**** Input data

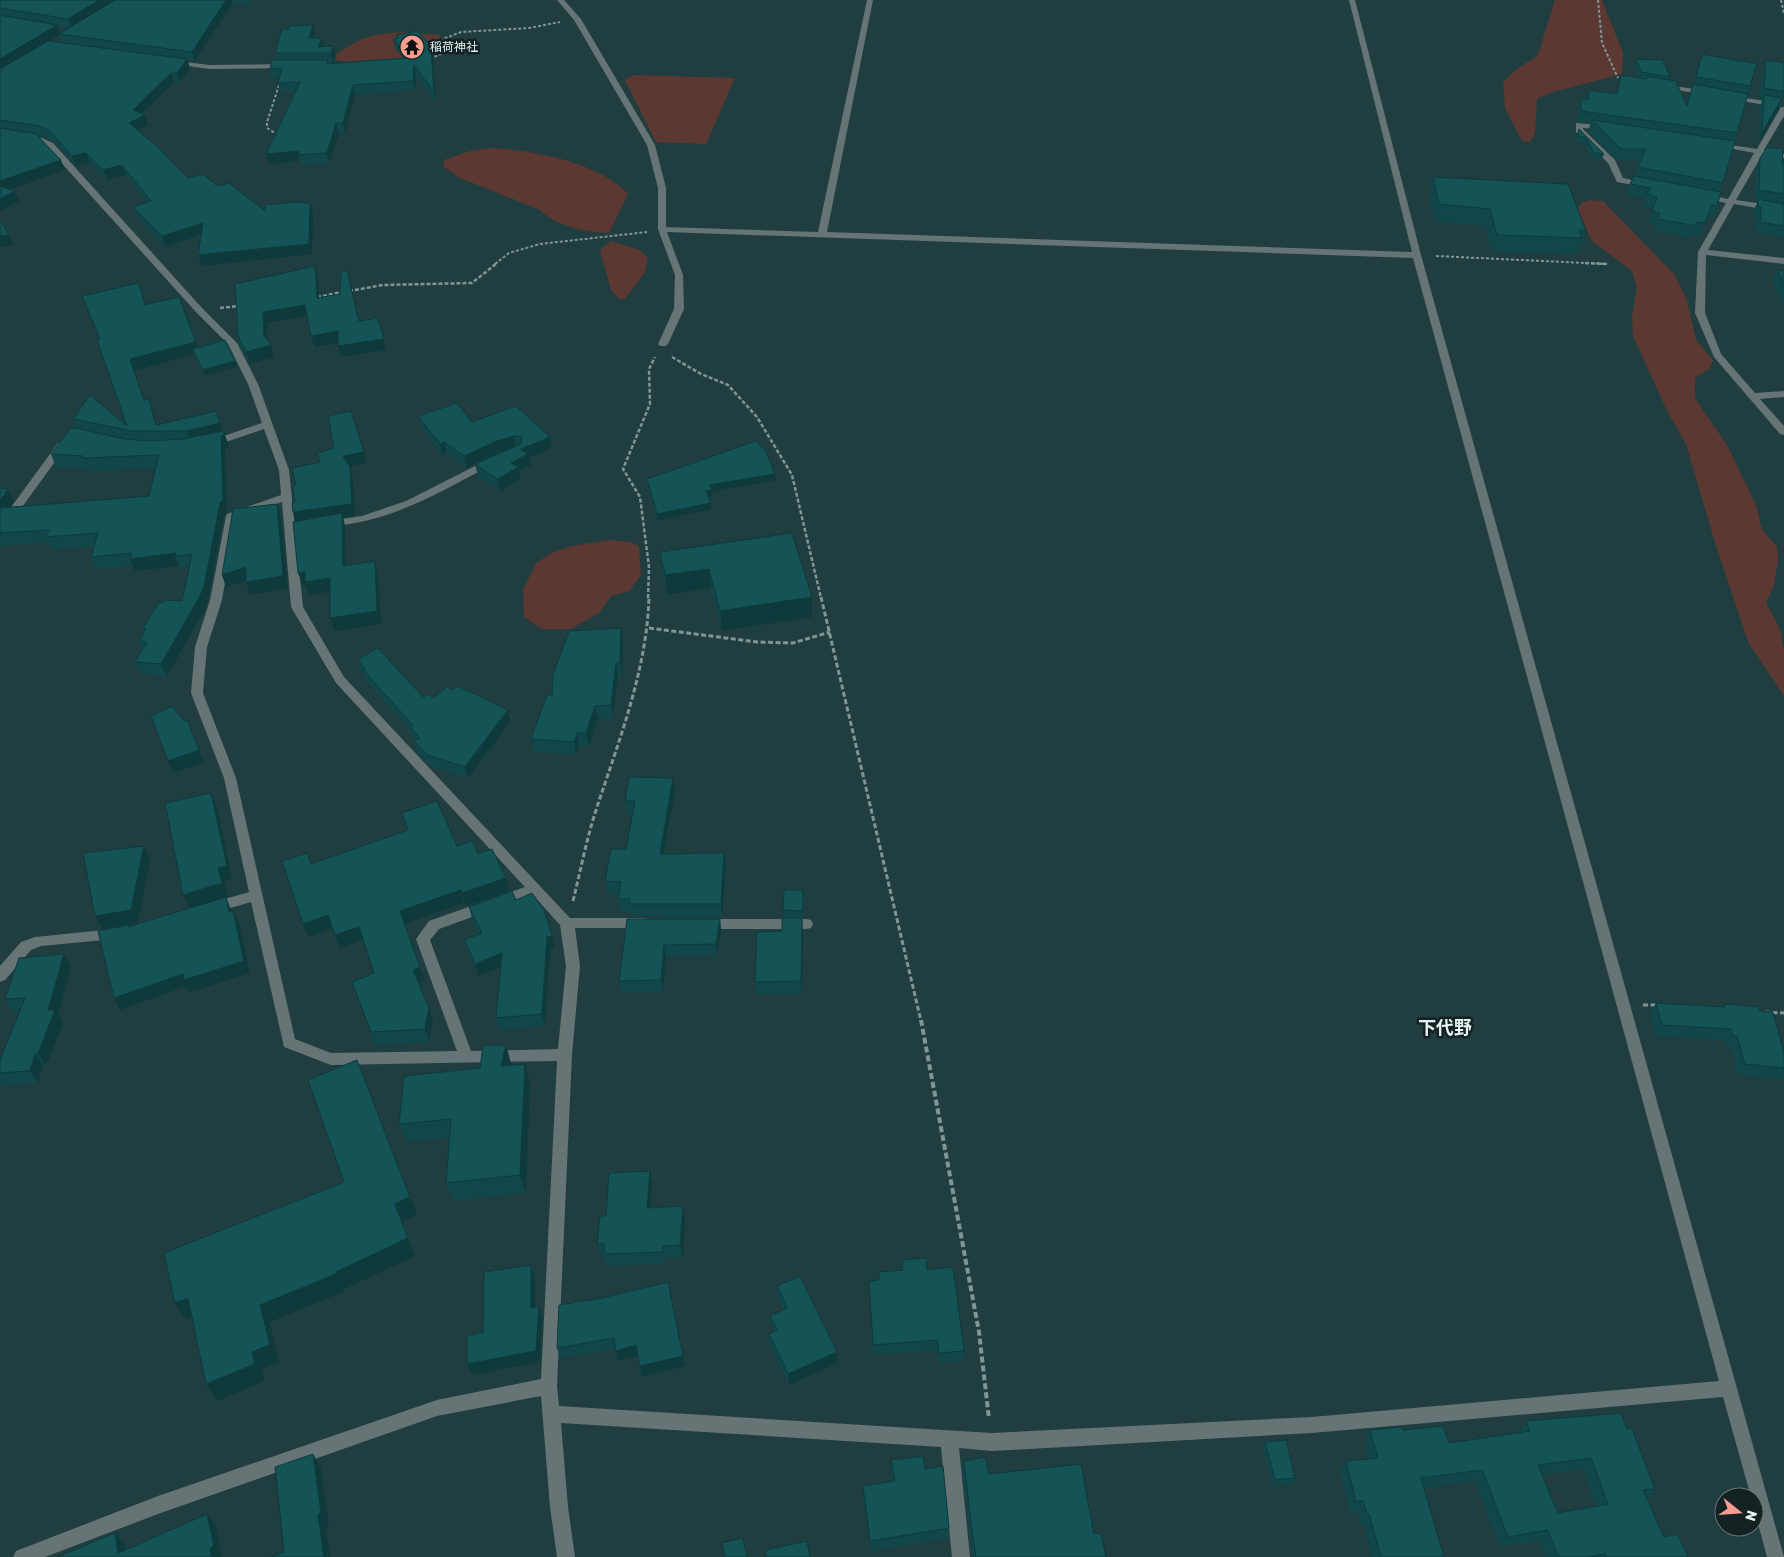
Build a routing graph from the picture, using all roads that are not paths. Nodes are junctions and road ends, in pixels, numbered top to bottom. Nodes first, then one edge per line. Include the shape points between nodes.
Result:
1 (560, 0) edge
2 (870, 0) edge
3 (1352, 0) edge
4 (160, 61) edge
5 (300, 66) edge
6 (1657, 85) edge
7 (1716, 95) edge
8 (1726, 96) edge
9 (1784, 108) edge
10 (1616, 129) edge
11 (0, 133) edge
12 (1713, 144) edge
13 (1761, 152) junction
14 (1784, 156) edge
15 (1656, 188) edge
16 (1693, 195) edge
17 (1730, 201) junction
18 (1784, 210) edge
19 (662, 230) junction
20 (822, 233) junction
21 (1702, 252) junction
22 (1418, 255) junction
23 (1784, 261) edge
24 (663, 344) road end
25 (1784, 394) edge
26 (1754, 396) junction
27 (267, 425) junction
28 (1784, 432) edge
29 (70, 438) edge
30 (200, 446) edge
31 (501, 458) edge
32 (287, 497) junction
33 (16, 508) edge
34 (316, 526) edge
35 (534, 889) junction
36 (256, 895) junction
37 (201, 912) edge
38 (568, 923) junction
39 (657, 924) edge
40 (687, 924) edge
41 (806, 924) dead end
42 (129, 932) edge
43 (0, 976) edge
44 (565, 1055) junction
45 (466, 1056) junction
46 (549, 1386) junction
47 (1728, 1388) junction
48 (551, 1414) junction
49 (949, 1439) junction
50 (22, 1557) edge
51 (566, 1557) edge
52 (962, 1557) edge
53 (1776, 1557) edge

1 - 19 street via 577,19 651,145 662,188
2 - 20 street
3 - 22 street
4 - 5 street via 210,67
6 - 7 street
8 - 9 street
9 - 13 street
10 - 15 street via 1579,125 1579,130 1612,162 1620,180
11 - 27 street via 42,140 50,145 232,343 253,384
12 - 13 street
13 - 14 street
13 - 17 street
16 - 17 street
17 - 18 street
17 - 21 street
19 - 20 street
19 - 24 street via 679,275 679,309
20 - 22 street
21 - 23 street
21 - 26 street via 1700,313 1717,356
22 - 47 street
25 - 26 street
26 - 28 street
27 - 30 street
27 - 32 street via 284,470
29 - 33 street
31 - 34 street via 386,512 364,519
32 - 35 street via 294,529 297,607 340,680
32 - 36 street via 231,516 216,600 201,647 197,693 230,778
35 - 38 street
35 - 45 street via 434,926 422,939
36 - 37 street
36 - 45 street via 289,1043 331,1058
38 - 39 street
38 - 44 street via 573,966
40 - 41 street
42 - 43 street via 40,941 26,946
44 - 45 street
44 - 46 street
46 - 48 street
46 - 50 street via 437,1408 158,1505
47 - 49 street via 1312,1425 992,1442
47 - 53 street
48 - 49 street
48 - 51 street
49 - 52 street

********

About this task: Would you please repeat each record exactly? Leave the pictures out.

Answer for the task:
Build a routing graph from the picture, using all roads that are not paths. Nodes are junctions and road ends, in pixels, numbered top to bottom. Nodes first, then one edge per line. Include the shape points between nodes.
Result:
1 (560, 0) edge
2 (870, 0) edge
3 (1352, 0) edge
4 (160, 61) edge
5 (300, 66) edge
6 (1657, 85) edge
7 (1716, 95) edge
8 (1726, 96) edge
9 (1784, 108) edge
10 (1616, 129) edge
11 (0, 133) edge
12 (1713, 144) edge
13 (1761, 152) junction
14 (1784, 156) edge
15 (1656, 188) edge
16 (1693, 195) edge
17 (1730, 201) junction
18 (1784, 210) edge
19 (662, 230) junction
20 (822, 233) junction
21 (1702, 252) junction
22 (1418, 255) junction
23 (1784, 261) edge
24 (663, 344) road end
25 (1784, 394) edge
26 (1754, 396) junction
27 (267, 425) junction
28 (1784, 432) edge
29 (70, 438) edge
30 (200, 446) edge
31 (501, 458) edge
32 (287, 497) junction
33 (16, 508) edge
34 (316, 526) edge
35 (534, 889) junction
36 (256, 895) junction
37 (201, 912) edge
38 (568, 923) junction
39 (657, 924) edge
40 (687, 924) edge
41 (806, 924) dead end
42 (129, 932) edge
43 (0, 976) edge
44 (565, 1055) junction
45 (466, 1056) junction
46 (549, 1386) junction
47 (1728, 1388) junction
48 (551, 1414) junction
49 (949, 1439) junction
50 (22, 1557) edge
51 (566, 1557) edge
52 (962, 1557) edge
53 (1776, 1557) edge

1 - 19 street via 577,19 651,145 662,188
2 - 20 street
3 - 22 street
4 - 5 street via 210,67
6 - 7 street
8 - 9 street
9 - 13 street
10 - 15 street via 1579,125 1579,130 1612,162 1620,180
11 - 27 street via 42,140 50,145 232,343 253,384
12 - 13 street
13 - 14 street
13 - 17 street
16 - 17 street
17 - 18 street
17 - 21 street
19 - 20 street
19 - 24 street via 679,275 679,309
20 - 22 street
21 - 23 street
21 - 26 street via 1700,313 1717,356
22 - 47 street
25 - 26 street
26 - 28 street
27 - 30 street
27 - 32 street via 284,470
29 - 33 street
31 - 34 street via 386,512 364,519
32 - 35 street via 294,529 297,607 340,680
32 - 36 street via 231,516 216,600 201,647 197,693 230,778
35 - 38 street
35 - 45 street via 434,926 422,939
36 - 37 street
36 - 45 street via 289,1043 331,1058
38 - 39 street
38 - 44 street via 573,966
40 - 41 street
42 - 43 street via 40,941 26,946
44 - 45 street
44 - 46 street
46 - 48 street
46 - 50 street via 437,1408 158,1505
47 - 49 street via 1312,1425 992,1442
47 - 53 street
48 - 49 street
48 - 51 street
49 - 52 street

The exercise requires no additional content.